VR affect various industries

How does VR affect various industries? These four fields may shed some light

VR, or the science of computer simulation of the real world, offers users reality experiences, so developers and consumers have been hoping for decades to make the most immersive experiences. After many failed attempts, VR finally reaches its potential as the next big computing platform and expands into new markets and areas.

So far, VR is everywhere. Almost every field you can think of, including entertainment, tourism, health care, real estate, and sports, they have been integrated into VR to some extent. The following are some major industries where VR is widely used.

1.Entertainment

Video and gaming is the first and most widely used area of VR. In the 1990s, a well-known playground manufacturer tried to bring VR into the consumer market with the Virtual Boy headset, but it didn’t succeed (this was the first attempt in the game industry to integrate VR, but it failed due to the avant-garde concept and the limitations of the technology at that time). Since then, other companies have followed its lead and launched VR headsets, but none of them have made VR the mainstream of the technology revolution. But now, the past dream has become a reality and VR is gradually popularized in the field of gaming. VR improves the gaming experience by immersing users in the virtual world. There are already a number of VR games popular with people who are willing to try something new and are using these technologies to explore new worlds.

2. Live events

Live events such as concerts, sports events, and international affairs are another area where VR can have a huge impact. Watching an activity in VR gives users an “immersive” experience. Live concerts in VR can also be a visually rich experience that is completely different from what you would see on TV.

In VR, political events like the presidential debate can be fun. It’s incredible to see world leaders gathered in the UN general assembly in VR.

As far as sports are concerned, the potential of VR is huge, even better than any other industry. Sports fans will be able to watch sports in unprecedented ways, choose the best viewing angle while the game is going on, and travel to places that are “out of reach” for them.

VR has taken its place in professional sports, such as NBA, NFL, NHL, and professional football games, they all beginning to use VR to enhance the audience experience.

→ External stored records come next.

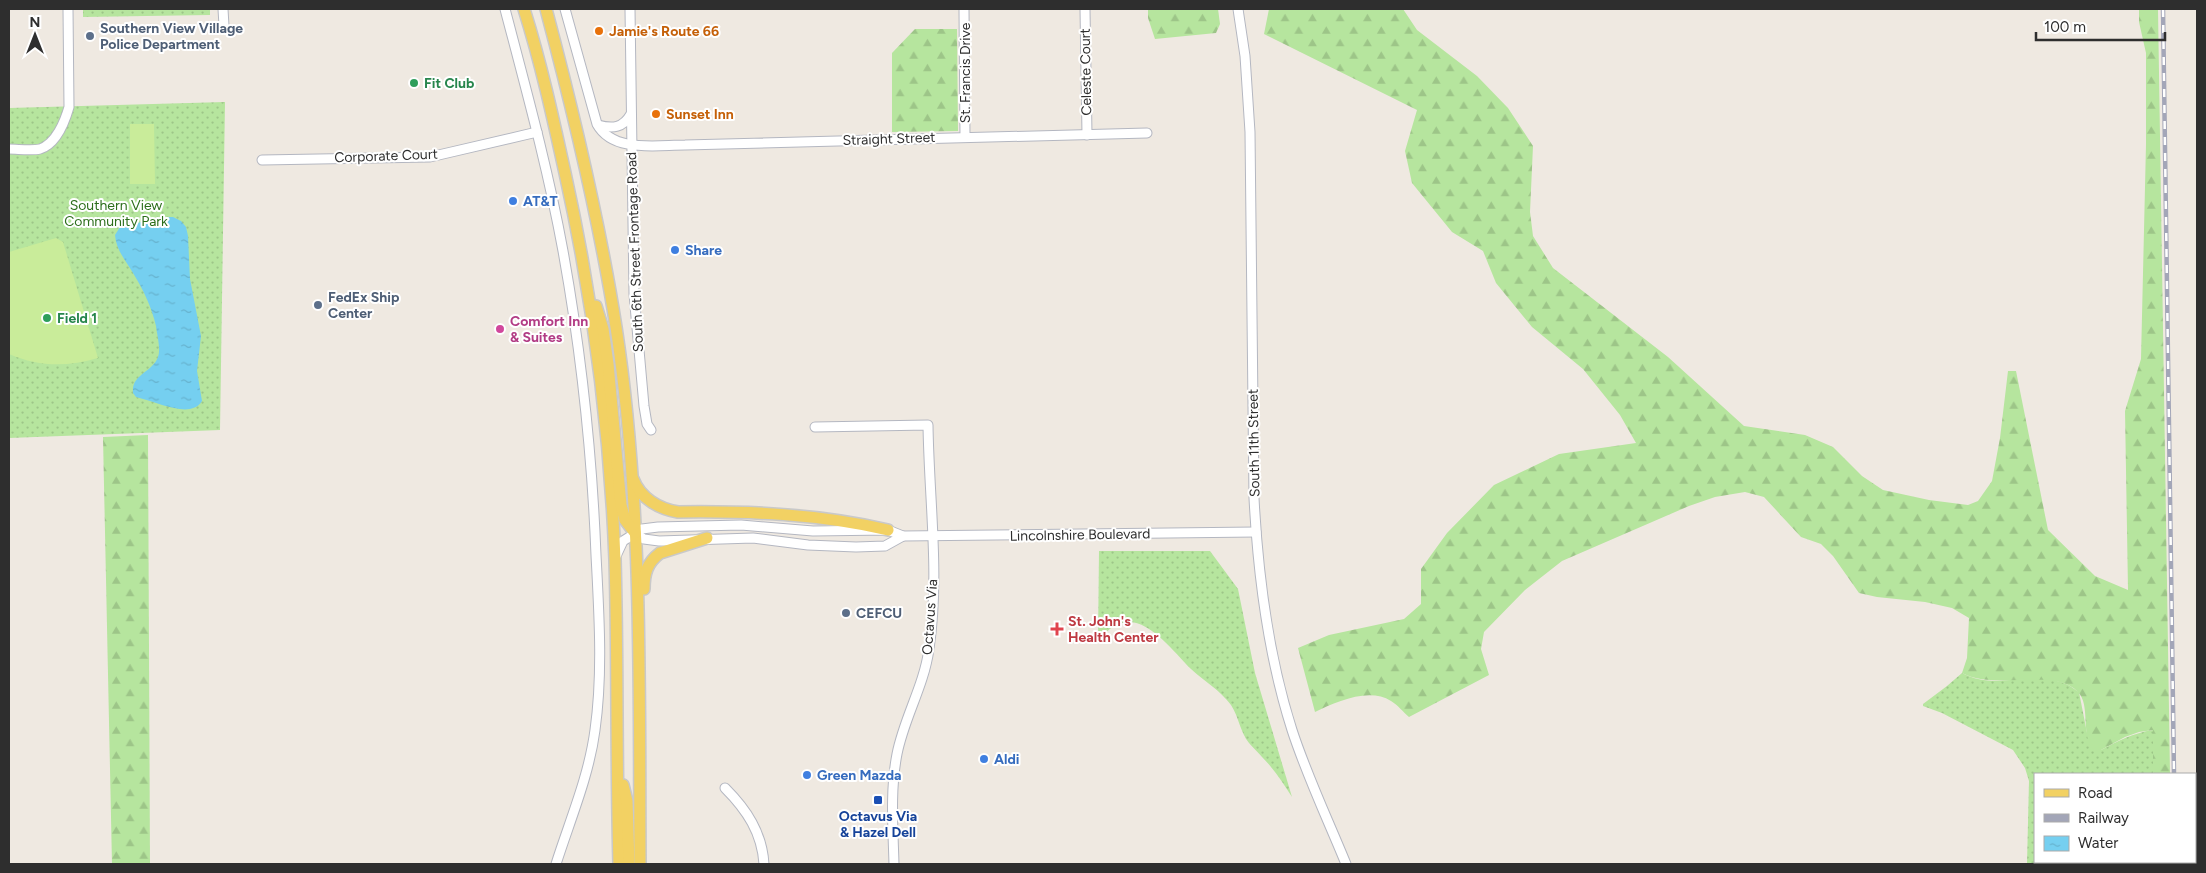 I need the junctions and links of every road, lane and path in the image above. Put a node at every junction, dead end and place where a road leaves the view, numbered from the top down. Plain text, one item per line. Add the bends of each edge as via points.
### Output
1 (68, 9) edge
2 (223, 9) edge
3 (505, 9) edge
4 (524, 9) edge
5 (546, 9) edge
6 (566, 9) edge
7 (630, 9) edge
8 (964, 9) edge
9 (1085, 9) edge
10 (1238, 9) edge
11 (224, 26) dead end
12 (631, 113) junction
13 (598, 125) junction
14 (537, 132) junction
15 (1146, 133) dead end
16 (1087, 135) junction
17 (965, 137) junction
18 (632, 144) junction
19 (9, 149) edge
20 (262, 160) dead end
21 (585, 274) junction
22 (815, 427) dead end
23 (651, 430) dead end
24 (630, 464) junction
25 (888, 530) junction
26 (1256, 532) junction
27 (635, 533) junction
28 (903, 536) junction
29 (933, 536) junction
30 (707, 538) junction
31 (615, 560) junction
32 (639, 751) junction
33 (618, 766) junction
34 (724, 788) dead end
35 (556, 864) edge
36 (610, 864) edge
37 (619, 864) edge
38 (629, 864) edge
39 (640, 864) edge
40 (764, 864) edge
41 (894, 864) edge
42 (1346, 864) edge

1 - 19 street via 67,114 58,131 40,149
2 - 11 street
3 - 14 street
4 - 21 main road via 556,133
5 - 24 main road via 567,85 600,233 616,328
6 - 13 street
7 - 12 street
8 - 17 street, St. Francis Drive
9 - 16 street, Celeste Court
10 - 26 street, South 11th Street via 1250,132
12 - 13 street via 626,122 616,128
12 - 18 street
13 - 18 street, South 6th Street Frontage Road via 613,140
14 - 20 street, Corporate Court via 430,157
14 - 35 street via 563,253 583,384 598,588 595,729 588,767
15 - 16 street, Straight Street
16 - 17 street, Straight Street
17 - 18 street, Straight Street
18 - 23 street, South 6th Street Frontage Road via 634,294 646,424
21 - 27 main road via 603,329 621,505 625,520
21 - 31 main road via 604,409
22 - 29 street, Octavus Via via 928,425
24 - 25 main road via 639,490 650,501 668,510 801,516 855,522
24 - 27 main road
25 - 27 street, Lincolnshire Boulevard via 813,531 718,526 658,527
25 - 28 street, Lincolnshire Boulevard
26 - 29 street, Lincolnshire Boulevard
26 - 42 street, South 11th Street via 1266,621 1292,730
27 - 30 street, Lincolnshire Boulevard via 644,539 659,541
27 - 31 street via 623,541
27 - 32 main road
28 - 29 street, Lincolnshire Boulevard
28 - 30 street, Lincolnshire Boulevard via 885,546 856,547 753,538
29 - 41 street, Octavus Via via 929,650 897,754
30 - 32 main road via 660,553 647,566 644,576 645,717
31 - 33 main road
32 - 39 main road
33 - 36 main road via 611,801
33 - 37 main road
33 - 38 main road via 627,801
34 - 40 street via 752,821 763,850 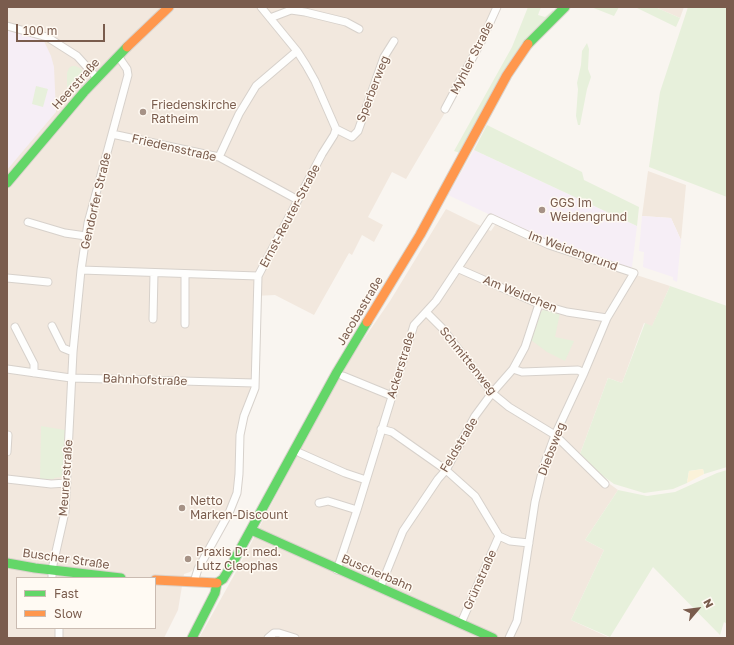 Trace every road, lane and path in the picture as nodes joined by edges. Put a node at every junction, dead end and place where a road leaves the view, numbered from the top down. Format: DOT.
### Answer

VR has given new ways to watch sports events, making fans feel as if they were at the game. But the current VR sports are still a bit boring and distant for people. Although watching the game through VR headsets can make you feel like you are in the stadium, there are no cheering fans, no snacks or beer, and the effect is not as real as if you are in the middle of the stadium. Also, in some cases, VR doesn’t have a 360-degree view.

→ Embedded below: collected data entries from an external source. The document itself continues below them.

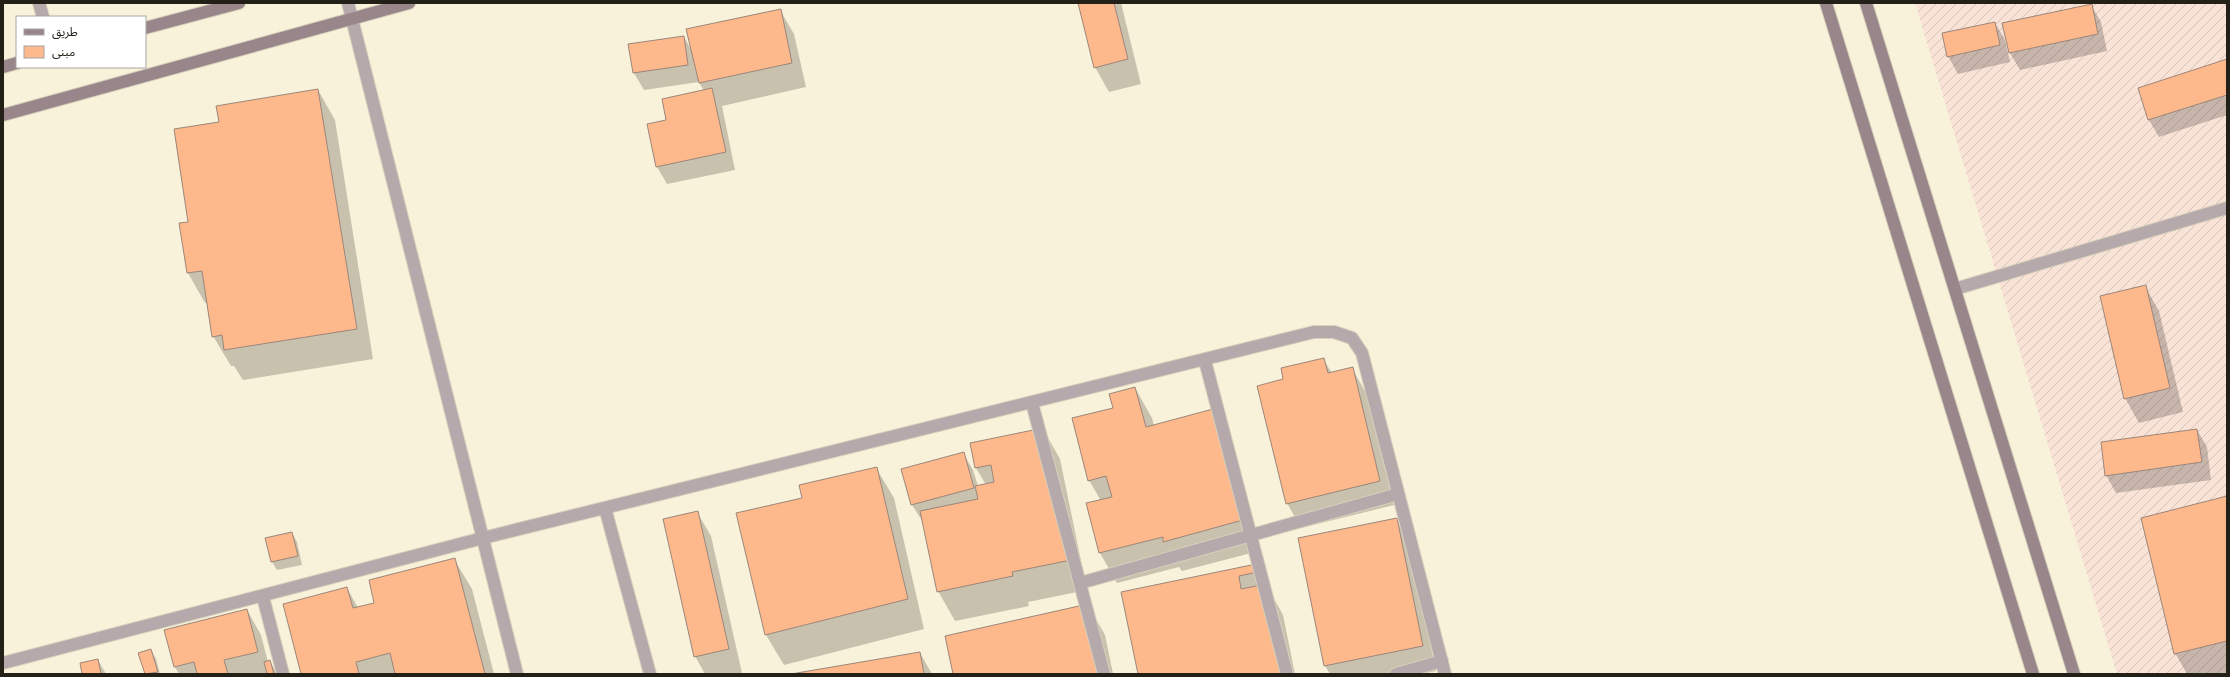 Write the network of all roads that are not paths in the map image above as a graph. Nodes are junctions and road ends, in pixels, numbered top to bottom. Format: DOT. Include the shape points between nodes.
graph roads {
  1 [pos="39,3"];
  2 [pos="239,3"];
  3 [pos="348,3"];
  4 [pos="409,3"];
  5 [pos="1826,3"];
  6 [pos="1866,3"];
  7 [pos="43,16"];
  8 [pos="352,20"];
  9 [pos="146,28"];
  10 [pos="16,63"];
  11 [pos="3,67"];
  12 [pos="3,115"];
  13 [pos="2227,208"];
  14 [pos="1954,289"];
  15 [pos="1205,360"];
  16 [pos="1032,403"];
  17 [pos="1398,494"];
  18 [pos="605,508"];
  19 [pos="1251,534"];
  20 [pos="483,538"];
  21 [pos="1080,583"];
  22 [pos="263,597"];
  23 [pos="1442,661"];
  24 [pos="3,663"];
  25 [pos="283,674"];
  26 [pos="517,674"];
  27 [pos="650,674"];
  28 [pos="1104,674"];
  29 [pos="1287,674"];
  30 [pos="1396,674"];
  31 [pos="1445,674"];
  32 [pos="2033,674"];
  33 [pos="2074,674"];
  1 -- 7 [label="street"];
  2 -- 9 [label="main road"];
  3 -- 8 [label="street"];
  4 -- 8 [label="main road"];
  5 -- 32 [label="main road"];
  6 -- 14 [label="main road"];
  8 -- 12 [label="main road"];
  8 -- 20 [label="street"];
  10 -- 11 [label="main road"];
  13 -- 14 [label="street"];
  14 -- 33 [label="main road"];
  15 -- 16 [label="street"];
  15 -- 17 [label="street" via="1314,332 1334,332 1352,338 1362,353"];
  15 -- 19 [label="street"];
  16 -- 18 [label="street"];
  16 -- 21 [label="street"];
  17 -- 19 [label="street"];
  17 -- 23 [label="street"];
  18 -- 20 [label="street"];
  18 -- 27 [label="street"];
  19 -- 21 [label="street"];
  19 -- 29 [label="street"];
  20 -- 22 [label="street"];
  20 -- 26 [label="street"];
  21 -- 28 [label="street"];
  22 -- 24 [label="street"];
  22 -- 25 [label="street"];
  23 -- 30 [label="street"];
  23 -- 31 [label="street"];
}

However, the digitization of sports is just beginning, and with the progress of VR technology, VR will surely bring us more and better viewing experience. One day when VR is real and we feel like we’re in the middle of a court, there may be no one who refuses to watch sports in VR. But until then, we may need to give VR sports more time and tolerance.

3. The real estate

With VR technology, people no longer need to rush around looking for a house. They just need to wear VR headsets and sit quietly in the living room to experience the new house. Imagine being able to walk around without having to go to the new house and even see every corner and layout of the house.

VR Global, a company based in New York, is creating virtual home tours that allow potential buyers to remotely visit homes. As a result, buyers can enjoy dinner in France and “see houses in New York.”

4. Health care

Its potential in health care is limitless. After years of research, scientists and medical professionals can finally train, diagnose and treat patients in new ways.

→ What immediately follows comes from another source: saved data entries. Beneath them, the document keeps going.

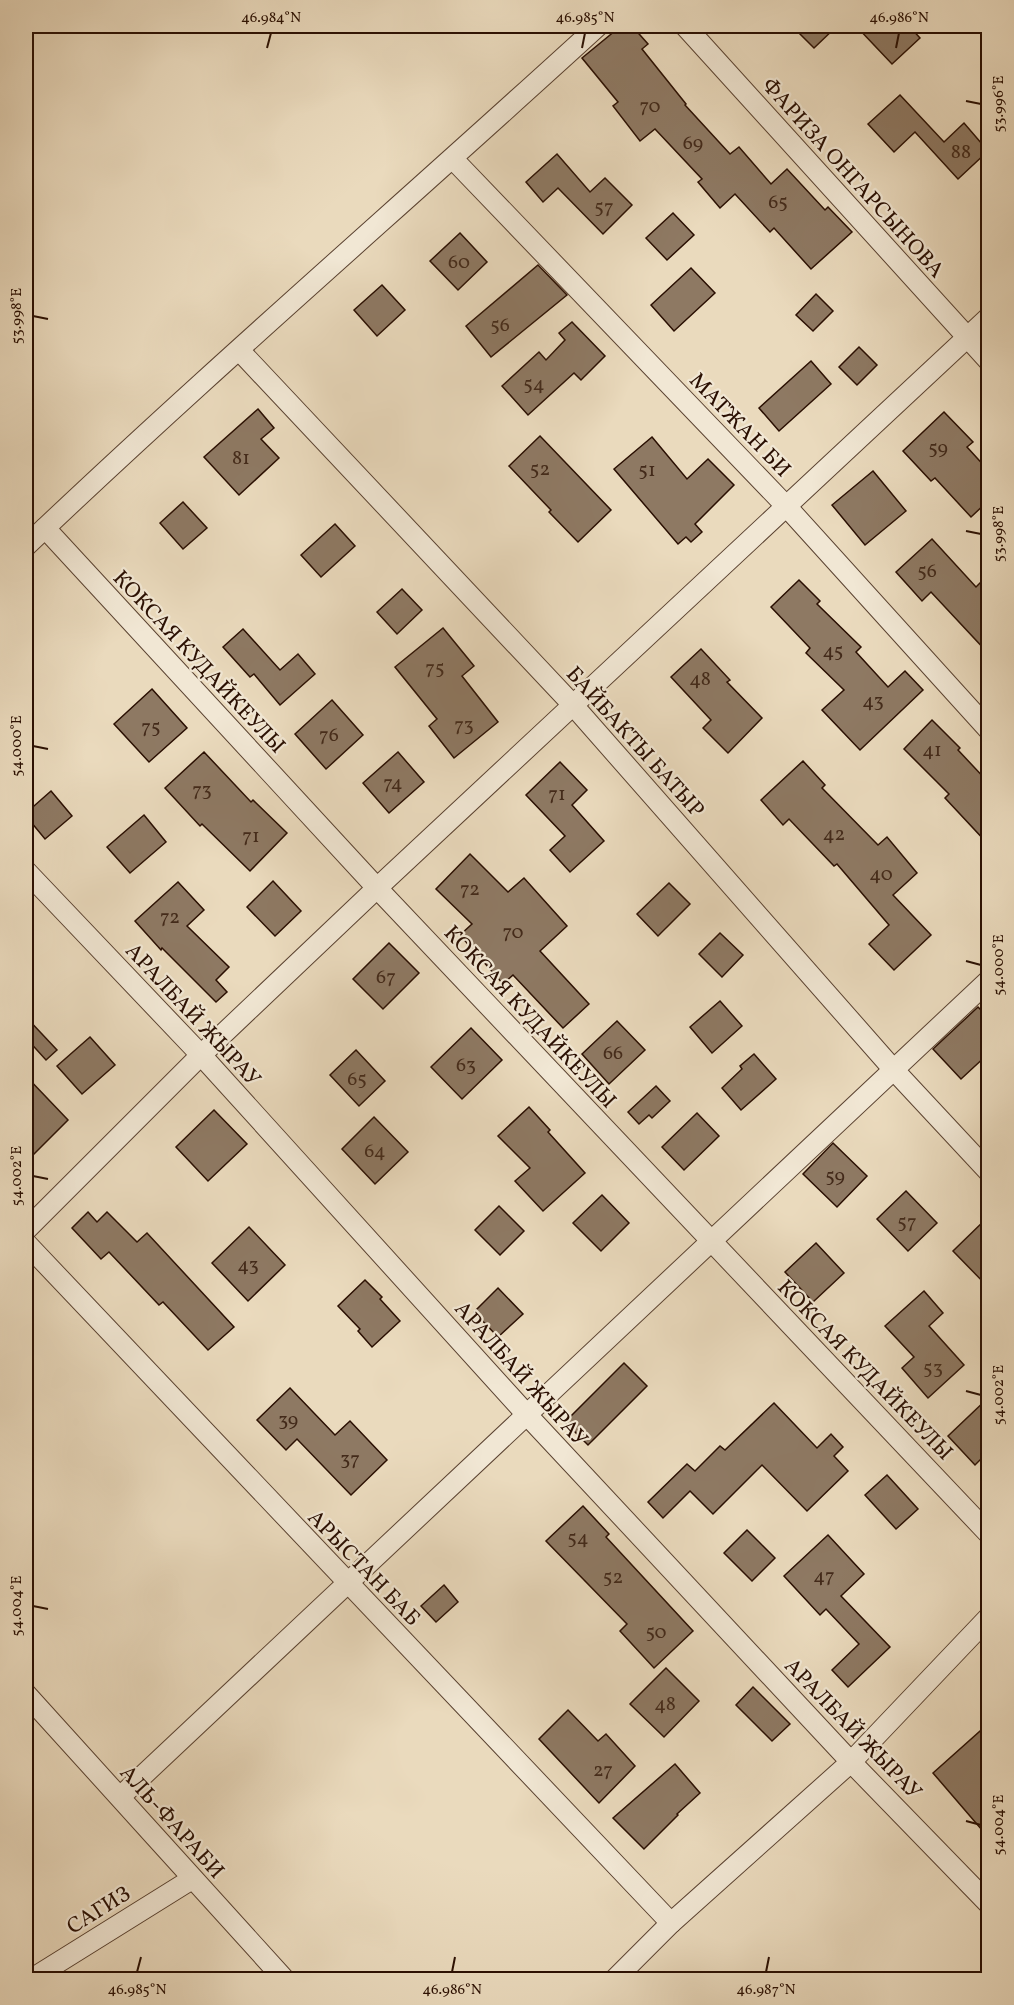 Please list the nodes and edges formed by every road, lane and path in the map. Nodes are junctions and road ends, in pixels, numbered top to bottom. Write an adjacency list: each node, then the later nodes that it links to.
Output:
1 (598, 26): 3 (street)
2 (685, 26): 5 (street, ФАРИЗА ОНГАРСЫНОВА)
3 (453, 159): 6 (street); 8 (street, МАТЖАН БИ)
4 (988, 318): 5 (street)
5 (967, 338): 7 (street, ФАРИЗА ОНГАРСЫНОВА); 8 (street)
6 (239, 350): 9 (street); 11 (street, БАЙБАКТЫ БАТЫР)
7 (988, 360)
8 (788, 507): 11 (street); 12 (street, МАТЖАН БИ)
9 (45, 528): 10 (street); 14 (street, КОКСАЯ КУДАЙКЕУЛЫ)
10 (26, 546)
11 (572, 704): 14 (street); 17 (street, БАЙБАКТЫ БАТЫР)
12 (988, 729)
13 (26, 871): 16 (street, АРАЛБАЙ ЖЫРАУ)
14 (377, 888): 16 (street); 20 (street, КОКСАЯ КУДАЙКЕУЛЫ)
15 (988, 981): 17 (street)
16 (201, 1055): 19 (street); 22 (street, АРАЛБАЙ ЖЫРАУ)
17 (893, 1069): 18 (street, БАЙБАКТЫ БАТЫР); 20 (street)
18 (988, 1171)
19 (26, 1230)
20 (711, 1242): 22 (street); 23 (street, КОКСАЯ КУДАЙКЕУЛЫ)
21 (26, 1243): 24 (street, АРЫСТАН БАБ)
22 (528, 1416): 24 (street); 27 (street, АРАЛБАЙ ЖЫРАУ)
23 (988, 1533)
24 (348, 1584): 28 (street); 31 (street, АРЫСТАН БАБ)
25 (988, 1618): 27 (street)
26 (26, 1694): 28 (street, АЛЬ-ФАРАБИ)
27 (851, 1761): 30 (street, АРАЛБАЙ ЖЫРАУ); 31 (street)
28 (120, 1797): 29 (street, АЛЬ-ФАРАБИ)
29 (192, 1879): 32 (street, САГИЗ); 33 (street, АЛЬ-ФАРАБИ)
30 (988, 1903)
31 (671, 1923): 34 (street)
32 (30, 1980)
33 (285, 1980)
34 (614, 1980)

Training with VR is one of the most convenient applications for the medical field. Surgeons can now train in a simulated environment, much as they would in a real operation, without putting patients at risk. Stanford University has developed a VR surgery simulator that can provide tactile feedback to those undergoing training.

This is just the beginning. These are just some of the industries that VR has changed. We are still in the new era of computers, and VR, AR and MR technologies will certainly continue to bring new changes to our lives in the years to come.